My world and images

Selwyn Rodda
By Selwyn Rodda

There it was, in the grass. An undulating,  glistening gray streak, weaving through the green to the stream. Even if the sky had split asunder revealing paradise itself, my five year old eyes wouldn't have budged. This was a miracle of 'alien' life, something wholly removed from the ordinary, cause for rapturous attention. And then suddenly I wanted to hold it, to see it, to drink in every quicksilver detail, with an urgency that matched its own to conjoin with the slipstream of water nearby. Snapping out of my transfixed state, I rushed to the eel and attempted to pick it up. Like water, like wet smoke, it simply slipped out of my grasp. I tried again, squeezing as hard as I dared, not wanting to hurt it. Nothing I did could slow it, each desperate fingerlock the fish evaded, spilling from my fingers like a tube of rubbery wet soap, the gap from eel to water closing rapidly. And then it was gone, for one moment flopping through air from bank to its element as though it was surrendering itself and in a flash it had swum out of sight, leaving me at once elated and frustrated. Next time you won't get away!

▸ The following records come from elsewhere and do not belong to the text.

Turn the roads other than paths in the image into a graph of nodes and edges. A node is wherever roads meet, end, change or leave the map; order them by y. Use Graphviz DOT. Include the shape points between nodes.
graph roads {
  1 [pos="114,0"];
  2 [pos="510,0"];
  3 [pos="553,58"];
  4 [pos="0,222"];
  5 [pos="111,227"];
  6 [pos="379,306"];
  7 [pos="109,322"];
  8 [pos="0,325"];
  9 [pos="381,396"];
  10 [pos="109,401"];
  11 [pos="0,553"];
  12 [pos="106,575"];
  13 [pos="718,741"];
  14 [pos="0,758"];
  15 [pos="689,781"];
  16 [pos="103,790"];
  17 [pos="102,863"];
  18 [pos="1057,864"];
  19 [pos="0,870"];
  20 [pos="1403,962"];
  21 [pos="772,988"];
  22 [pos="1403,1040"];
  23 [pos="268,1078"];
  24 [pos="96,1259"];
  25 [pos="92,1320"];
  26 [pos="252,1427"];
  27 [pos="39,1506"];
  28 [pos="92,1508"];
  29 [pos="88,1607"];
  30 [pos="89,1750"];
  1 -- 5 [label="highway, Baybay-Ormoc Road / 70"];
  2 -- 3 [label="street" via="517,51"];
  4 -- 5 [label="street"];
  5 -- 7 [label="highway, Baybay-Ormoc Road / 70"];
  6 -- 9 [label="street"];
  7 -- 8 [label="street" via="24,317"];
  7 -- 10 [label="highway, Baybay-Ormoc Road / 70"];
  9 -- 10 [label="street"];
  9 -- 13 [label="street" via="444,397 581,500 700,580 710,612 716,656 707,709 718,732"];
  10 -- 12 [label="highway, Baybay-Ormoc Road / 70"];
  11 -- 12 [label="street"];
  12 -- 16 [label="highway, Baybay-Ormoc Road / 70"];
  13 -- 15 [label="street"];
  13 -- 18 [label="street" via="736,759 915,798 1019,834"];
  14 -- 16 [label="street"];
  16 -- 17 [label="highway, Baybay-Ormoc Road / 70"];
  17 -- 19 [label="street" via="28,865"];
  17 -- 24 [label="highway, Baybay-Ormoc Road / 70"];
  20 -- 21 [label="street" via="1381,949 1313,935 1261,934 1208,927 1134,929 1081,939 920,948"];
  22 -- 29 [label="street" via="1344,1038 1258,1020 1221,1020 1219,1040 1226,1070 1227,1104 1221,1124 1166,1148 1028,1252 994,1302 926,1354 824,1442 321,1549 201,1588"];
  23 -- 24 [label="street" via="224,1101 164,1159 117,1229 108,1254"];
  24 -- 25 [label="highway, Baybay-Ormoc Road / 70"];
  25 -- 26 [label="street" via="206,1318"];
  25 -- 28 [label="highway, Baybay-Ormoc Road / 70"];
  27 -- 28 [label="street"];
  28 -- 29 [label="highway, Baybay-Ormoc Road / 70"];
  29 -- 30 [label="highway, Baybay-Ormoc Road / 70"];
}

Art is a slippery business. I think I'm onto something, I catch a scent, a glimpse of something enticing, something redolent of meaning and mystery in equal portion. And I pursue it headlong, to possess it, yet not in the sense of ownership, rather as one possessed, to be one with the elusive object, or subject, of desire, or simply to delight in its divine, unkowable autonomy. Yet of course I cannot still the eel. It is already beyond me. And my art is a snapshot, an approximation, a best guess, of my having been touched by something that shook my world and loosened the stays of possibility. It's as though my imagination were a raging torrent, sometimes a billabong deep, dark and cool, full of elusive life, of fin, scale, eye, flipper, mouth, teeth and flesh. Its denizens are shy and the flashes they afford me are the speck of sand you try your best to embellish and lacquer into a pearl. And all the while mystery is the ultimate 'truth' of art, the wonder of not knowing and the joy in being (when inclement weather, atmospherically or humanly induced, doesn't get to you). While many humans propose, artists compose. "Compose yourself!" is as fine an enjoinder as any.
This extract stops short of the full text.